§ **Assignment**
Lines holding the word "Give" are the ones to copy from the data below.
=== Section Start ===
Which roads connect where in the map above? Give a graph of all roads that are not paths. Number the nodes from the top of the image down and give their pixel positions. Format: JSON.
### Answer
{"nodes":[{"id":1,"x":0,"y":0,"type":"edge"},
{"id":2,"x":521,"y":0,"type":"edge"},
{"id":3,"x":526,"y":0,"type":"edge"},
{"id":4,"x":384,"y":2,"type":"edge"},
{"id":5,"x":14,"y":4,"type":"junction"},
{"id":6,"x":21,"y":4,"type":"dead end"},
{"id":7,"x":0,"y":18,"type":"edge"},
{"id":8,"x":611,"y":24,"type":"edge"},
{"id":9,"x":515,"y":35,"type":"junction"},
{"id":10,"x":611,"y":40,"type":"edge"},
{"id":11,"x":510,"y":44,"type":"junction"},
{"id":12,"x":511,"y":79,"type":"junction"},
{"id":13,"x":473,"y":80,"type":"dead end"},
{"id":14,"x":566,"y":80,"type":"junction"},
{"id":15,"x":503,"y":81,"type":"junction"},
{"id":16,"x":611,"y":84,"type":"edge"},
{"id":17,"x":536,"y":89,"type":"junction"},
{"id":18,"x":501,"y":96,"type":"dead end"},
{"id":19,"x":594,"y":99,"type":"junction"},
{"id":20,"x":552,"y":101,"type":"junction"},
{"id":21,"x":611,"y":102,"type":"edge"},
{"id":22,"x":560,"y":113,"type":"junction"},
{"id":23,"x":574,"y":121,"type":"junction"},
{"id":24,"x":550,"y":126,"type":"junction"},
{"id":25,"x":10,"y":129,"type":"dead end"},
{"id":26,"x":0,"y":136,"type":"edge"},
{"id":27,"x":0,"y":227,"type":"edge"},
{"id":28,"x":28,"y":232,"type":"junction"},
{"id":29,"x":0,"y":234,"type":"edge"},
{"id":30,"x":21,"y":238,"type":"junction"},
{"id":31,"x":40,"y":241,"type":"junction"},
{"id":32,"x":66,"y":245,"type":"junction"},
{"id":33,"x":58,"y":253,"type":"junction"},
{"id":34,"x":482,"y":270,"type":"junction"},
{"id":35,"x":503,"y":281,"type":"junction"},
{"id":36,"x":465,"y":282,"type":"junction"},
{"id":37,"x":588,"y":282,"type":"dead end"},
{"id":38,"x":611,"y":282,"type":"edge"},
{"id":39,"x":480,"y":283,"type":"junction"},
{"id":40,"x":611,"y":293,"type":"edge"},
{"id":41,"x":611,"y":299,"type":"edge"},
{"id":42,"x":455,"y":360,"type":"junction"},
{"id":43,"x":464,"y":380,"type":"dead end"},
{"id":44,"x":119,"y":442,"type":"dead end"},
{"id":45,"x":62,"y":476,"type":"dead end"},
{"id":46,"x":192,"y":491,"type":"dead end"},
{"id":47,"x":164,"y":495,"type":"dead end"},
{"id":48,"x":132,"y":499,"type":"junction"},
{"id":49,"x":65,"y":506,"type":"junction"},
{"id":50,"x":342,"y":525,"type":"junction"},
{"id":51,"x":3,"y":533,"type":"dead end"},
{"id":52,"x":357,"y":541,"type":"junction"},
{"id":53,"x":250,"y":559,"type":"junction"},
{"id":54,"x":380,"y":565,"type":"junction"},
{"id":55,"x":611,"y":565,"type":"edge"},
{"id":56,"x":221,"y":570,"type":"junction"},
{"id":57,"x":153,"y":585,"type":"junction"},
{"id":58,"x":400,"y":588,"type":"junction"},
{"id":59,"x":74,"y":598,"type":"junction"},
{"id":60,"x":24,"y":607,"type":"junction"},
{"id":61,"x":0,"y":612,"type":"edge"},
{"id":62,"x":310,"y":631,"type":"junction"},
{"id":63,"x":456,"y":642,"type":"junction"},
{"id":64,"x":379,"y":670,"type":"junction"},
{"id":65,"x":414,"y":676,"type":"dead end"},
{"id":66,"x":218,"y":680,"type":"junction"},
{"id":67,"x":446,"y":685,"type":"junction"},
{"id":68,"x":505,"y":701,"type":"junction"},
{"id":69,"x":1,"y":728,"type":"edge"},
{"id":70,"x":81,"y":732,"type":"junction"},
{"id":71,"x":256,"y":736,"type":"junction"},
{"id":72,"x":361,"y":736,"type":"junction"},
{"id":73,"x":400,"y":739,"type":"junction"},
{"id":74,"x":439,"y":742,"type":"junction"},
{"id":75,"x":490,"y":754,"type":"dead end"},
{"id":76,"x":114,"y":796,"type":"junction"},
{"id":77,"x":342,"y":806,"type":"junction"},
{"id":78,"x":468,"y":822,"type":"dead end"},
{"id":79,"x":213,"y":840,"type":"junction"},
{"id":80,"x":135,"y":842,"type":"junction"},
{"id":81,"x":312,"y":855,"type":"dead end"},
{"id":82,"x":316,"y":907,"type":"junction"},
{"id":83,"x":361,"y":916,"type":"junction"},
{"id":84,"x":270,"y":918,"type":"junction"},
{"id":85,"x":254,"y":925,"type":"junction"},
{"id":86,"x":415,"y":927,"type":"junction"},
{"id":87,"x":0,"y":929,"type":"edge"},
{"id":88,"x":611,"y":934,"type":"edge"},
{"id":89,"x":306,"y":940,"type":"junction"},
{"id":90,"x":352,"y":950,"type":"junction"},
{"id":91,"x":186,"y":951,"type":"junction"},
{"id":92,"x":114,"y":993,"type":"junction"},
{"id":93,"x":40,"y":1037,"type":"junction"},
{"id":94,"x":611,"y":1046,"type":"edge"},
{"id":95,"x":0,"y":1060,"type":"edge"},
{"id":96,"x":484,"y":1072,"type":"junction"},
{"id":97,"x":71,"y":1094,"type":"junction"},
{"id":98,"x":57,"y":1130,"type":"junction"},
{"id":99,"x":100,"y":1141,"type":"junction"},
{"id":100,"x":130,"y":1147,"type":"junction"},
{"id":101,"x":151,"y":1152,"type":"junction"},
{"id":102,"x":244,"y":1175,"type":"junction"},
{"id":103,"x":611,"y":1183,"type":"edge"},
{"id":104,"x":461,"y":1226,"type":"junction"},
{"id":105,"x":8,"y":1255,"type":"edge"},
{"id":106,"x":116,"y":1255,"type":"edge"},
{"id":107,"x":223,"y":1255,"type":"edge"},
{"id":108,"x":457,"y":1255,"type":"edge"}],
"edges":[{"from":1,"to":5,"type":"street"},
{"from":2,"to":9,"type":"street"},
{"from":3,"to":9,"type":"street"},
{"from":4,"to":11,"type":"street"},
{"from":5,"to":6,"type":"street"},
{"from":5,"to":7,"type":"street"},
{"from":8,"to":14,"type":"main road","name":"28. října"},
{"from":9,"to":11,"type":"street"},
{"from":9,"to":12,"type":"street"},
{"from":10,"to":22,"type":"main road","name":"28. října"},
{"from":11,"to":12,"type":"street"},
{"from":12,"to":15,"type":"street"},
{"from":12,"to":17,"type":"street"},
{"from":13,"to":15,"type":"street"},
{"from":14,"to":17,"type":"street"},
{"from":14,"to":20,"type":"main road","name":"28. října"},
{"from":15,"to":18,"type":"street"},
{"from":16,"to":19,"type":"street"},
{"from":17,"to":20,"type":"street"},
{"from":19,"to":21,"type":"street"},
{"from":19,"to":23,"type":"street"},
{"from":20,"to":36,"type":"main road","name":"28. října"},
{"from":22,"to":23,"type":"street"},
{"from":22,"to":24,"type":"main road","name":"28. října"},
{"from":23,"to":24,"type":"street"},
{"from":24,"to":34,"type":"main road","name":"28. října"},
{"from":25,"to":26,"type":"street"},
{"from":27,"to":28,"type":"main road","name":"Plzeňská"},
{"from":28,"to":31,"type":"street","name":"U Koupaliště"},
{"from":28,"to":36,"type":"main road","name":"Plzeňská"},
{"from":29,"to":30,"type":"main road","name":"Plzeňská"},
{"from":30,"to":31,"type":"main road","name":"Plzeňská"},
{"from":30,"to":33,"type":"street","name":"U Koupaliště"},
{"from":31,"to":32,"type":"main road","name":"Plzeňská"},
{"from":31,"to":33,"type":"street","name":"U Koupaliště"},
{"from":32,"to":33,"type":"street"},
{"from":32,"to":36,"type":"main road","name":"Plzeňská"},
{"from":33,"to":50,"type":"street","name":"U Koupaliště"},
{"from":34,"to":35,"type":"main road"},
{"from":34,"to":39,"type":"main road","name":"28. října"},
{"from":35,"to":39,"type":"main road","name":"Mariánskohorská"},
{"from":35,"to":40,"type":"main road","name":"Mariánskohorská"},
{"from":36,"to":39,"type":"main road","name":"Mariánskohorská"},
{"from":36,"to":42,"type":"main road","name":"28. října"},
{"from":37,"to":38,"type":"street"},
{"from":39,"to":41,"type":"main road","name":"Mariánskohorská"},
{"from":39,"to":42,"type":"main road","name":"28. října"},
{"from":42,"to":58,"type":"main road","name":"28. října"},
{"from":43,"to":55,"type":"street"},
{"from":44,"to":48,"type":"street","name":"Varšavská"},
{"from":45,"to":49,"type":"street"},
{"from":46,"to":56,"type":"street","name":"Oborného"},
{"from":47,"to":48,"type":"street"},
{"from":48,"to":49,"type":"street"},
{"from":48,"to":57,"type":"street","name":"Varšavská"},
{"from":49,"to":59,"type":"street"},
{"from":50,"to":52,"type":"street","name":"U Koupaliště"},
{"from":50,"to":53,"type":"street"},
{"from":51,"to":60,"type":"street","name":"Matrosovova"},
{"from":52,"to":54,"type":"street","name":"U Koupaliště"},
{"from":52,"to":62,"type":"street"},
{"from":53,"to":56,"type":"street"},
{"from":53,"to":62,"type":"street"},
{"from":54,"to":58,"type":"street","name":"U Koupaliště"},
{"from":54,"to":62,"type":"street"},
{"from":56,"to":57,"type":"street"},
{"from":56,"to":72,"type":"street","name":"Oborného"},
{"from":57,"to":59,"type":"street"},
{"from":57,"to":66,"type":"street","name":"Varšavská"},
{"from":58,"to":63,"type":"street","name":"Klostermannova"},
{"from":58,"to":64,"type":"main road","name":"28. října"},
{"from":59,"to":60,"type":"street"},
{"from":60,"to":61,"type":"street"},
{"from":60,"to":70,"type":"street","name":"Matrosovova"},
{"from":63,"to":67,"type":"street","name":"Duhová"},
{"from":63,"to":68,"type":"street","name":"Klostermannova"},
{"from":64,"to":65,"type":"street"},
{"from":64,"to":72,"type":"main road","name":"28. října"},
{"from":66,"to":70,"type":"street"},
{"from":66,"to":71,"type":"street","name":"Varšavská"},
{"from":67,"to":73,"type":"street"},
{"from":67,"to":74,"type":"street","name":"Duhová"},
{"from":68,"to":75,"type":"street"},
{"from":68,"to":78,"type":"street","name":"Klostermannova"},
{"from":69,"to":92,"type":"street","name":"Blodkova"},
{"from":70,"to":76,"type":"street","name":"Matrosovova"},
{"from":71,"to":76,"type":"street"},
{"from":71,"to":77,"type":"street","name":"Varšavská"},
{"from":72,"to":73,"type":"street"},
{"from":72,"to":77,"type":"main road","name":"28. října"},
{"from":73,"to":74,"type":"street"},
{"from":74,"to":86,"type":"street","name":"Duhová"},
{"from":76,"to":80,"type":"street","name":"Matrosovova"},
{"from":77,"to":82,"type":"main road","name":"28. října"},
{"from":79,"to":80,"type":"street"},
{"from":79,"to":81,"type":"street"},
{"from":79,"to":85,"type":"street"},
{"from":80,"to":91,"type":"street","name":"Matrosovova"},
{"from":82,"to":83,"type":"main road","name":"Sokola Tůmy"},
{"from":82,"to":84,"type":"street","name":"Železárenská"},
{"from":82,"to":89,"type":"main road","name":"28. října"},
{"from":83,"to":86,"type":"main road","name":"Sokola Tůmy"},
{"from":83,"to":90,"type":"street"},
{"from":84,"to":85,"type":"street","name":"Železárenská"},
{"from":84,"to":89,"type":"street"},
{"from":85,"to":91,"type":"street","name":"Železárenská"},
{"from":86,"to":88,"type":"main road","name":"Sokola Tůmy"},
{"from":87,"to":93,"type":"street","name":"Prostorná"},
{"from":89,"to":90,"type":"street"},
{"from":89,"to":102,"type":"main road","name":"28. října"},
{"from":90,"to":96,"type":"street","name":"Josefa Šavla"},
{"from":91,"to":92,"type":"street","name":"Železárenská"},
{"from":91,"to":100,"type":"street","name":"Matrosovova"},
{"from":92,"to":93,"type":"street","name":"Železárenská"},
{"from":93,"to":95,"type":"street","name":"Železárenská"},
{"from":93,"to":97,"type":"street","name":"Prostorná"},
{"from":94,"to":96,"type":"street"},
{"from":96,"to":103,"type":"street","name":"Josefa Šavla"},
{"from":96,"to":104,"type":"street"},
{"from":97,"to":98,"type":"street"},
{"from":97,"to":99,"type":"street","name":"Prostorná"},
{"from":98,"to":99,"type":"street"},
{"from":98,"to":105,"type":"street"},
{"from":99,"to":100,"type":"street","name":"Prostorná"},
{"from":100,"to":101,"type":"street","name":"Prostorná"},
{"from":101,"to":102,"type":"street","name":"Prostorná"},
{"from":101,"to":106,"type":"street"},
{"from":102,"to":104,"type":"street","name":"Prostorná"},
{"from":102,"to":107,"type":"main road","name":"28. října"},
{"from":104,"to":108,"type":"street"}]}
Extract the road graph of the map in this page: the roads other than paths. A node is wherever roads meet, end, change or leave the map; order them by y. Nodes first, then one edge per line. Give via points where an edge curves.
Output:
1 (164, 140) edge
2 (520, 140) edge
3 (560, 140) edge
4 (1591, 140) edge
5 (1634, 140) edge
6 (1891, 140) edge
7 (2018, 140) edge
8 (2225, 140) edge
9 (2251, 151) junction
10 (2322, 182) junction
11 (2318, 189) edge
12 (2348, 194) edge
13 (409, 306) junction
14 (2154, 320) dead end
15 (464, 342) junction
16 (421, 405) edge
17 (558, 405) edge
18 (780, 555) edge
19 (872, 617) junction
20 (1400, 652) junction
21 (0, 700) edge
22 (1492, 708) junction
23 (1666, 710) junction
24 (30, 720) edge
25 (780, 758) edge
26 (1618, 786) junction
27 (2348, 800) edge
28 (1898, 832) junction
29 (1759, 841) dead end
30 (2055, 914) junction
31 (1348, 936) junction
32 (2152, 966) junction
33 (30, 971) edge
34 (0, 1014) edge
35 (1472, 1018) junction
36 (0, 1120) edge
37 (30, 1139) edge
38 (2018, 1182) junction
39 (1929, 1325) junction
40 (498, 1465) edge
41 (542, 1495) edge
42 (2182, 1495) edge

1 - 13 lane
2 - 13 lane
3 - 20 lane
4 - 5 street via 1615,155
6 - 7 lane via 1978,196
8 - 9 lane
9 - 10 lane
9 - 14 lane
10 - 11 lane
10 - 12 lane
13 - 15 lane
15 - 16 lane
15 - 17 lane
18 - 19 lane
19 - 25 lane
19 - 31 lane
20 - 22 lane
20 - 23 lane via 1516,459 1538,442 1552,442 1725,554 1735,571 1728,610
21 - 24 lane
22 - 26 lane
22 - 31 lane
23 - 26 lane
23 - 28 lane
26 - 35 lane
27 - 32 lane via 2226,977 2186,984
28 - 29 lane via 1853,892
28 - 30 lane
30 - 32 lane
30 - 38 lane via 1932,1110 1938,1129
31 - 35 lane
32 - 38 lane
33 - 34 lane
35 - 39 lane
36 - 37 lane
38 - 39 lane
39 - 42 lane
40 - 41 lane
=== Section End ===
§ **Exercise output**
Which roads connect where in the map above? Give a graph of all roads that are not paths. Number the nodes from the top of the image down and give their pixel positions. Format: JSON.
Extract the road graph of the map in this page: the roads other than paths. A node is wherever roads meet, end, change or leave the map; order them by y. Nodes first, then one edge per line. Give via points where an edge curves.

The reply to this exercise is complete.